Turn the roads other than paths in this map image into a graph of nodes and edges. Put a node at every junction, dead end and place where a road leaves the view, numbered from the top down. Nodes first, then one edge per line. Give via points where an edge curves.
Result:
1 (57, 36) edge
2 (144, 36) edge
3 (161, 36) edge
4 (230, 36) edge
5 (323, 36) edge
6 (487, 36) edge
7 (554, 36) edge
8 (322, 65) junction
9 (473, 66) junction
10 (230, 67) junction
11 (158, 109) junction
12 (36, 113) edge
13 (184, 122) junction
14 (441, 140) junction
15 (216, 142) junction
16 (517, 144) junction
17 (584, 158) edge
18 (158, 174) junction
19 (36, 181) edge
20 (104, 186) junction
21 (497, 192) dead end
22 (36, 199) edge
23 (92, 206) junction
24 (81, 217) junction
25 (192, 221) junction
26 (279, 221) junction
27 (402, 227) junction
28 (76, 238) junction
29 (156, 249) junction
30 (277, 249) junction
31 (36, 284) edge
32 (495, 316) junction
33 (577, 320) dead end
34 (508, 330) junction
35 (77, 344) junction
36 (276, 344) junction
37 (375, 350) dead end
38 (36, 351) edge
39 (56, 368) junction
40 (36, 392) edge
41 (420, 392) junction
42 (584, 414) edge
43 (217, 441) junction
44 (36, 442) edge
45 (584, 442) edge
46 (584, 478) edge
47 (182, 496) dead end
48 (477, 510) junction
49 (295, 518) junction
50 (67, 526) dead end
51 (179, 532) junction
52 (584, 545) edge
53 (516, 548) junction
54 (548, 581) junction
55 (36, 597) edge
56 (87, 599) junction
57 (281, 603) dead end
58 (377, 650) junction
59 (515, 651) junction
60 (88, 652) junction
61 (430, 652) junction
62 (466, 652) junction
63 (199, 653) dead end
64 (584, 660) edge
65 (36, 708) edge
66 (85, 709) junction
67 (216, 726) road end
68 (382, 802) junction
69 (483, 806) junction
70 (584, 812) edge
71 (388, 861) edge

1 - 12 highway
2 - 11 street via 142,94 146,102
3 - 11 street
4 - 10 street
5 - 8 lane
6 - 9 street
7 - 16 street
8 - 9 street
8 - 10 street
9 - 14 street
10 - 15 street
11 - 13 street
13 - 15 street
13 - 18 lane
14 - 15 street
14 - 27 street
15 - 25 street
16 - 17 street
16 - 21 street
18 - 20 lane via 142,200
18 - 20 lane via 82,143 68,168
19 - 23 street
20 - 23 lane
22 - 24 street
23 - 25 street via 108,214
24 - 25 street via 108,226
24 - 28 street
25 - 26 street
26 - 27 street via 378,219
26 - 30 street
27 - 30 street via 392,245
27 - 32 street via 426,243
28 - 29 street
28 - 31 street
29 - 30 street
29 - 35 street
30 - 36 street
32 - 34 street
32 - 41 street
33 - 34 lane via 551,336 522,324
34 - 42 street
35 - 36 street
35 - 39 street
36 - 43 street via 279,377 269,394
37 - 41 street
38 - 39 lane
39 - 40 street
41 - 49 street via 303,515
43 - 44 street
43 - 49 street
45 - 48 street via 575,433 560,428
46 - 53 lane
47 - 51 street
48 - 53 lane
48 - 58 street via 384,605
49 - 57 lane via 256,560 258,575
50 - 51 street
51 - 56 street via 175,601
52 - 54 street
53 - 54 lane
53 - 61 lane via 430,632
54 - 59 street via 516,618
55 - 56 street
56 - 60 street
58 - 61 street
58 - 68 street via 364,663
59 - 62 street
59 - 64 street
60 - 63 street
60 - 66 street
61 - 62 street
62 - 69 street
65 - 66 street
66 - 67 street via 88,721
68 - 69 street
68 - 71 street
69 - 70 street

----

WHAT IS EXPECTED :: Write each line of the data above out again without altering a word.

TASK SOLUTION ::
Turn the roads other than paths in this map image into a graph of nodes and edges. Put a node at every junction, dead end and place where a road leaves the view, numbered from the top down. Nodes first, then one edge per line. Give via points where an edge curves.
Result:
1 (57, 36) edge
2 (144, 36) edge
3 (161, 36) edge
4 (230, 36) edge
5 (323, 36) edge
6 (487, 36) edge
7 (554, 36) edge
8 (322, 65) junction
9 (473, 66) junction
10 (230, 67) junction
11 (158, 109) junction
12 (36, 113) edge
13 (184, 122) junction
14 (441, 140) junction
15 (216, 142) junction
16 (517, 144) junction
17 (584, 158) edge
18 (158, 174) junction
19 (36, 181) edge
20 (104, 186) junction
21 (497, 192) dead end
22 (36, 199) edge
23 (92, 206) junction
24 (81, 217) junction
25 (192, 221) junction
26 (279, 221) junction
27 (402, 227) junction
28 (76, 238) junction
29 (156, 249) junction
30 (277, 249) junction
31 (36, 284) edge
32 (495, 316) junction
33 (577, 320) dead end
34 (508, 330) junction
35 (77, 344) junction
36 (276, 344) junction
37 (375, 350) dead end
38 (36, 351) edge
39 (56, 368) junction
40 (36, 392) edge
41 (420, 392) junction
42 (584, 414) edge
43 (217, 441) junction
44 (36, 442) edge
45 (584, 442) edge
46 (584, 478) edge
47 (182, 496) dead end
48 (477, 510) junction
49 (295, 518) junction
50 (67, 526) dead end
51 (179, 532) junction
52 (584, 545) edge
53 (516, 548) junction
54 (548, 581) junction
55 (36, 597) edge
56 (87, 599) junction
57 (281, 603) dead end
58 (377, 650) junction
59 (515, 651) junction
60 (88, 652) junction
61 (430, 652) junction
62 (466, 652) junction
63 (199, 653) dead end
64 (584, 660) edge
65 (36, 708) edge
66 (85, 709) junction
67 (216, 726) road end
68 (382, 802) junction
69 (483, 806) junction
70 (584, 812) edge
71 (388, 861) edge

1 - 12 highway
2 - 11 street via 142,94 146,102
3 - 11 street
4 - 10 street
5 - 8 lane
6 - 9 street
7 - 16 street
8 - 9 street
8 - 10 street
9 - 14 street
10 - 15 street
11 - 13 street
13 - 15 street
13 - 18 lane
14 - 15 street
14 - 27 street
15 - 25 street
16 - 17 street
16 - 21 street
18 - 20 lane via 142,200
18 - 20 lane via 82,143 68,168
19 - 23 street
20 - 23 lane
22 - 24 street
23 - 25 street via 108,214
24 - 25 street via 108,226
24 - 28 street
25 - 26 street
26 - 27 street via 378,219
26 - 30 street
27 - 30 street via 392,245
27 - 32 street via 426,243
28 - 29 street
28 - 31 street
29 - 30 street
29 - 35 street
30 - 36 street
32 - 34 street
32 - 41 street
33 - 34 lane via 551,336 522,324
34 - 42 street
35 - 36 street
35 - 39 street
36 - 43 street via 279,377 269,394
37 - 41 street
38 - 39 lane
39 - 40 street
41 - 49 street via 303,515
43 - 44 street
43 - 49 street
45 - 48 street via 575,433 560,428
46 - 53 lane
47 - 51 street
48 - 53 lane
48 - 58 street via 384,605
49 - 57 lane via 256,560 258,575
50 - 51 street
51 - 56 street via 175,601
52 - 54 street
53 - 54 lane
53 - 61 lane via 430,632
54 - 59 street via 516,618
55 - 56 street
56 - 60 street
58 - 61 street
58 - 68 street via 364,663
59 - 62 street
59 - 64 street
60 - 63 street
60 - 66 street
61 - 62 street
62 - 69 street
65 - 66 street
66 - 67 street via 88,721
68 - 69 street
68 - 71 street
69 - 70 street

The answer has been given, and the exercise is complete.